── Excerpted data ──

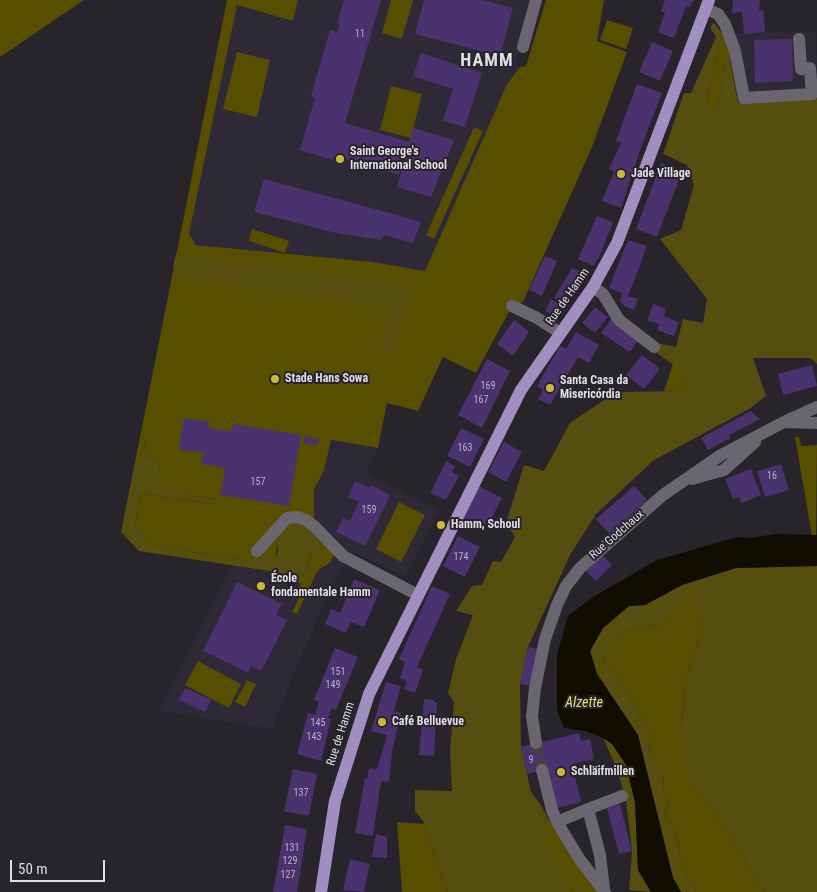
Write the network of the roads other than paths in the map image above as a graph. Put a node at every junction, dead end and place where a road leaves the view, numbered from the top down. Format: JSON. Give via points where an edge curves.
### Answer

───
── Excerpted data ──

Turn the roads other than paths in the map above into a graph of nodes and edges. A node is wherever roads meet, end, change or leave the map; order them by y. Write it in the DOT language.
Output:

───
── Excerpted data ──

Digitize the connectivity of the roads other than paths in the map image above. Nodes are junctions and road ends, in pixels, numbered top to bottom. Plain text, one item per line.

───

Work to complete → Check every line of the data, and copy the ones that contain "other".

Solved exercise →
Write the network of the roads other than paths in the map image above as a graph. Put a node at every junction, dead end and place where a road leaves the view, numbered from the top down. Format: JSON. Give via points where an edge curves.
Turn the roads other than paths in the map above into a graph of nodes and edges. A node is wherever roads meet, end, change or leave the map; order them by y. Write it in the DOT language.
Digitize the connectivity of the roads other than paths in the map image above. Nodes are junctions and road ends, in pixels, numbered top to bottom. Plain text, one item per line.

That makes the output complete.